Gleichwohl äußerten sich Gegner der »verbrauchenden Embryonenforschung« erfreut über diese neuen Erkenntnisse. Für den Sprecher der amerikanischen Bischofskonferenz wirft dieses Verfahren »keine ernsthaften moralischen Probleme auf, da kein menschliches Leben vernichtet wird«. Auch CDU-Politiker Hubert Hüppe zeigte sich in einer Pressemeldung erleichtert und begrüßte die Ankündigung von Forschungsministerin Annette Schavan (CDU), für ähnliche Forschungsarbeiten in Deutschland fünf Millionen Euro bereitzustellen. Gleichzeitig betrachtet er eine Lockerung des Stammzellengesetzes im Hinblick auf die Forschungen von Rudolf Jänisch und Kollegen als hinfällig.
Gegen solche Schlüsse aus seinen Forschungsergebnissen wehrt sich Jänisch.
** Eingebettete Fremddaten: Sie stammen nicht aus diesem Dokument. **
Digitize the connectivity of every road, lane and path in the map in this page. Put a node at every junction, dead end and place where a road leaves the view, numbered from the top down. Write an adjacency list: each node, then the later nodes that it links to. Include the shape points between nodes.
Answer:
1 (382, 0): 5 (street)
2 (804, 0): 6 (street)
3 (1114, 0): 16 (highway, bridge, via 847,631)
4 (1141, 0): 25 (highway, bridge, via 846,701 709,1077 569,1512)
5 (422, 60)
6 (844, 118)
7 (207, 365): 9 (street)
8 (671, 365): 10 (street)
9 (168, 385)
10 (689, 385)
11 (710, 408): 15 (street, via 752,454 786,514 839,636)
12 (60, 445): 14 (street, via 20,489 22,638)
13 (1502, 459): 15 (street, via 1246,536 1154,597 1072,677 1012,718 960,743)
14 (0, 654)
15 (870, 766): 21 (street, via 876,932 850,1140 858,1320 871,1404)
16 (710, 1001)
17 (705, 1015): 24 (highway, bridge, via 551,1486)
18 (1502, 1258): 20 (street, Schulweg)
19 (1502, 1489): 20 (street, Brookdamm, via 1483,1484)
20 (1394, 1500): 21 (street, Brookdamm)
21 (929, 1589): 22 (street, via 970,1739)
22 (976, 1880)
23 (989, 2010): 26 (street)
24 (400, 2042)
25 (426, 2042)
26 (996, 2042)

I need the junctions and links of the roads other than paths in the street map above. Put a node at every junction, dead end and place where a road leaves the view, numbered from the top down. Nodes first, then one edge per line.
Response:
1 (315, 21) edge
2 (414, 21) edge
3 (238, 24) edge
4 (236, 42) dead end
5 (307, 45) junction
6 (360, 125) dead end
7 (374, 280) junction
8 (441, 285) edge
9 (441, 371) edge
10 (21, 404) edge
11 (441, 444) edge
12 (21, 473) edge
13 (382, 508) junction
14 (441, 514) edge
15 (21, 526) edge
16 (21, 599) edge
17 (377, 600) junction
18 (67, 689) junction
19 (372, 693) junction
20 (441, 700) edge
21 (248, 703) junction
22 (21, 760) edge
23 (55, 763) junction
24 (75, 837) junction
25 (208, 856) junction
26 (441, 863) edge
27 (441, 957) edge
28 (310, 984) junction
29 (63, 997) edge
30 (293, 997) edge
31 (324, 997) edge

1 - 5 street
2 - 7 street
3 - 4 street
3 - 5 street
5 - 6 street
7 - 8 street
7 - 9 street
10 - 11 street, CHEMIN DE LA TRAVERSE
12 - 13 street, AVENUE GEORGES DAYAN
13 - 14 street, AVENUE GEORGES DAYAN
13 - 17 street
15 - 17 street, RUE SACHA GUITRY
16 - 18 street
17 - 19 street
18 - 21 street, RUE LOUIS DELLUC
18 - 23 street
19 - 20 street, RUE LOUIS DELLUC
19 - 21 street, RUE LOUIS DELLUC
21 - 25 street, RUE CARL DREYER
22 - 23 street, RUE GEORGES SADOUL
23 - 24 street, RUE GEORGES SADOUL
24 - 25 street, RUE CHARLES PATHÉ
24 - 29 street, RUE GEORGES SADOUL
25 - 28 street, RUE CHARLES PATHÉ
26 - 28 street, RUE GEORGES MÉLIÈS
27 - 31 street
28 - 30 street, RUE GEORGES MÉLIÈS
In einem Interview mit der FAZ (6. Juni) warnt er davor, dass die Ergebnisse »politisch missbraucht« werden könnten, um die bisherige Stammzellforschung »zu diskreditieren«. »Wir brauchen diese (embryonalen Stamm-)Zellen als goldener Standard, nur von ihnen können wir lernen, was natürlicherweise passiert«, so Jänisch.
Auch für den Mikrobiologen Alexander Kekulé von der Universität Halle-Wittenberg ist die Arbeit mit embryonalen Zellen als Grundlagenforschung unumgänglich. »Wie eine Stammzelle aussieht, wissen wir nur, weil es die embryonale Stammzellforschung gibt«, sagt Kekulé. »Andernfalls würde die Suche nach Stammzellen der nach der Nadel im Heuhaufen gleichen – ohne zu wissen, wie die Nadel aussieht.« Kekulé sieht die bisherige Stammzellforschung im Einklang mit der jüdischen Ethik, die es erlaube, ja gebiete, den Menschen zu verbessern. Auch die Frage des Lebensschutzes stelle sich anders als im Christentum, so Kekulé. Daher sei therapeutisches Klonen – die Herstellung von Embryonen zu Forschungszwecken – aus jüdischer Sicht unproblematisch.
Da sich die Stammzellenforschung somit auf absehbare Zeit doch nicht ohne den »Verbrauch« menschlicher Embryonen denken lässt, wird die ethische Debatte um die Frage, ab welchem Zeitpunkt menschliches Leben beginnt und ab wann es schutzwürdig ist, weitergehen. Nicht nur, aber unter anderem auch im Deutschen Ethikrat, dessen künftige Zusammensetzung die Bundesregierung nach der parlamentarischen Sommerpause – Mitte bis Ende September – bekannt geben will. Bleibt abzuwarten, ob man Brumliks Forderung nach einer jüdischen Stimme aufgreift und mit der vielbeschworenen abendländischen Tradition ernst macht.